Honorable Mention: King Ghidorah
Supposedly the supreme villain of the Godzilla movies (and the most popular), I actually can't stand Ghidorah. He's got a boring, never changing design (fat body, three Chinese dragon heads, broad wings) and is overused. He was in Godzilla vs. Monster Zero, Godzilla vs. the Astro-Monster, Destroy All Monsters, Godzilla vs. Gigan, Godzilla vs. King Ghidorah, Giant Monsters All-Out Attack, and Final Wars. He's always spitting lightning bolts (sorry, "gravity beams") and chuckling to himself. The Heisei series saw some improvement with Mecha King Ghidorah, but even that seemed kitchy.
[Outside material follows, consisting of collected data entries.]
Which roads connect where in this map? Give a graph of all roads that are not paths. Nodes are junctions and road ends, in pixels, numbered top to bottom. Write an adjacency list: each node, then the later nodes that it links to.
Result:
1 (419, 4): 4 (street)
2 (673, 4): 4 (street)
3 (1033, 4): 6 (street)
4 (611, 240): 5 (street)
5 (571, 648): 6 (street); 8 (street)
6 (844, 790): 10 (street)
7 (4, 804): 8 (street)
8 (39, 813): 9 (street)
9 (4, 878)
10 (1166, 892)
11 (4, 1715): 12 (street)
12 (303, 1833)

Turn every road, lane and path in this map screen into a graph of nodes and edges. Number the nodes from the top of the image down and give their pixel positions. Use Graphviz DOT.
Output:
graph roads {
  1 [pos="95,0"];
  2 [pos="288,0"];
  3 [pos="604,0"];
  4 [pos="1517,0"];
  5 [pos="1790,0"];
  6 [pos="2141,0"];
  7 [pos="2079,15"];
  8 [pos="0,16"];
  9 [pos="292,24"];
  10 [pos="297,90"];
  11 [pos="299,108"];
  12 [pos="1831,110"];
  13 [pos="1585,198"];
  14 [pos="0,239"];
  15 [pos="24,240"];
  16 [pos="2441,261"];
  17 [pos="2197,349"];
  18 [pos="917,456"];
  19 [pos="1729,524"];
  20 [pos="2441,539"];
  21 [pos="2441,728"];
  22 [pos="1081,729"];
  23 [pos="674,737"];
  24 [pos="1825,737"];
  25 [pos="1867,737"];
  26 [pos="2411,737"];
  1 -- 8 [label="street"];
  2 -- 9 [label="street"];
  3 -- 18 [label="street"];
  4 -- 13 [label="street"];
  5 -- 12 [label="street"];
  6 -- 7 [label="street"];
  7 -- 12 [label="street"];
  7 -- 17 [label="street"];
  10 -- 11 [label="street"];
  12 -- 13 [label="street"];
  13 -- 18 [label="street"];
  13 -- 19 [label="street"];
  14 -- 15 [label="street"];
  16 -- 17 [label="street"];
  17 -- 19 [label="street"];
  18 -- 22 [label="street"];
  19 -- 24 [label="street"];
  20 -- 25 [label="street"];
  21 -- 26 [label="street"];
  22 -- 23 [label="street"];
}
King Ghidorah has the potential to be pretty bad-ass (Rebirth of Mothra features a much cooler "Death Ghidorah") but overall, King Ghidorah kind of sucks.

5 comments:

Unknown said...

your a moron. baby g is not minya. it turns into g Jr in g vs destroyah. he also turns into GODZILLA!!!!!!!!!

Anonymous said...

how do you hate king ghidorah hes the awesome monster

Anonymous said...

'of' and 'off' are different words.

Anonymous said...

Dude! Megalon was awesome! So was king Ghidora

Anonymous said...

some were way worse. one looked like an electric knife and flew. (can't remember its name)the smog monster ws kinda lame too. looked like a giant mutant rose bush.